### RAW DATA

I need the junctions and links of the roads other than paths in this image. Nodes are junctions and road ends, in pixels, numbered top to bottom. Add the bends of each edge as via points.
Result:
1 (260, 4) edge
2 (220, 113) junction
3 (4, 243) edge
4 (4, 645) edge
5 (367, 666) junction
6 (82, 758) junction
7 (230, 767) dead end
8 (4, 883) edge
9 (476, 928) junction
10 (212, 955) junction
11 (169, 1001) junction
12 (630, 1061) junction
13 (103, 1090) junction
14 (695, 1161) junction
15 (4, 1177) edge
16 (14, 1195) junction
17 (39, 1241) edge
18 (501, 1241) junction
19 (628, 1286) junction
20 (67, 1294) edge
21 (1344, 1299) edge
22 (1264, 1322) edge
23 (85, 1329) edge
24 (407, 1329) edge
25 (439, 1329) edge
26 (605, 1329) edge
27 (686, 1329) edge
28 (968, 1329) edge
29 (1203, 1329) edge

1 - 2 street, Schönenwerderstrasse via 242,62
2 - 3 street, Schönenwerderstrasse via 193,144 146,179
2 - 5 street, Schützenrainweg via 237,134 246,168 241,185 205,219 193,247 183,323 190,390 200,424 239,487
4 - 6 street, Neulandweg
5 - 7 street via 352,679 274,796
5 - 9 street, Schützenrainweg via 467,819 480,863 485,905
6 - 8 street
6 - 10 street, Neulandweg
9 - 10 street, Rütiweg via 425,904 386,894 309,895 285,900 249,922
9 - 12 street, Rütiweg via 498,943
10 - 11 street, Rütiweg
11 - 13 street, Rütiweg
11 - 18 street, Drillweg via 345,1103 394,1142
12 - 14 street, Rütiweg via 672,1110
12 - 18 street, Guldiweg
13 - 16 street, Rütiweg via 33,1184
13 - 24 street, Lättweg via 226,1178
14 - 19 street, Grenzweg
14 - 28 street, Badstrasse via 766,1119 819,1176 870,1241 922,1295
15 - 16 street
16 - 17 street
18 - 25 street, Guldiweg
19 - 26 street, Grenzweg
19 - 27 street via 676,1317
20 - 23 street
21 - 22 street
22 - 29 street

### TASK DESCRIPTION
Copy every record above exactly as it appears.

### RESPONSE TO THE TASK
I need the junctions and links of the roads other than paths in this image. Nodes are junctions and road ends, in pixels, numbered top to bottom. Add the bends of each edge as via points.
Result:
1 (260, 4) edge
2 (220, 113) junction
3 (4, 243) edge
4 (4, 645) edge
5 (367, 666) junction
6 (82, 758) junction
7 (230, 767) dead end
8 (4, 883) edge
9 (476, 928) junction
10 (212, 955) junction
11 (169, 1001) junction
12 (630, 1061) junction
13 (103, 1090) junction
14 (695, 1161) junction
15 (4, 1177) edge
16 (14, 1195) junction
17 (39, 1241) edge
18 (501, 1241) junction
19 (628, 1286) junction
20 (67, 1294) edge
21 (1344, 1299) edge
22 (1264, 1322) edge
23 (85, 1329) edge
24 (407, 1329) edge
25 (439, 1329) edge
26 (605, 1329) edge
27 (686, 1329) edge
28 (968, 1329) edge
29 (1203, 1329) edge

1 - 2 street, Schönenwerderstrasse via 242,62
2 - 3 street, Schönenwerderstrasse via 193,144 146,179
2 - 5 street, Schützenrainweg via 237,134 246,168 241,185 205,219 193,247 183,323 190,390 200,424 239,487
4 - 6 street, Neulandweg
5 - 7 street via 352,679 274,796
5 - 9 street, Schützenrainweg via 467,819 480,863 485,905
6 - 8 street
6 - 10 street, Neulandweg
9 - 10 street, Rütiweg via 425,904 386,894 309,895 285,900 249,922
9 - 12 street, Rütiweg via 498,943
10 - 11 street, Rütiweg
11 - 13 street, Rütiweg
11 - 18 street, Drillweg via 345,1103 394,1142
12 - 14 street, Rütiweg via 672,1110
12 - 18 street, Guldiweg
13 - 16 street, Rütiweg via 33,1184
13 - 24 street, Lättweg via 226,1178
14 - 19 street, Grenzweg
14 - 28 street, Badstrasse via 766,1119 819,1176 870,1241 922,1295
15 - 16 street
16 - 17 street
18 - 25 street, Guldiweg
19 - 26 street, Grenzweg
19 - 27 street via 676,1317
20 - 23 street
21 - 22 street
22 - 29 street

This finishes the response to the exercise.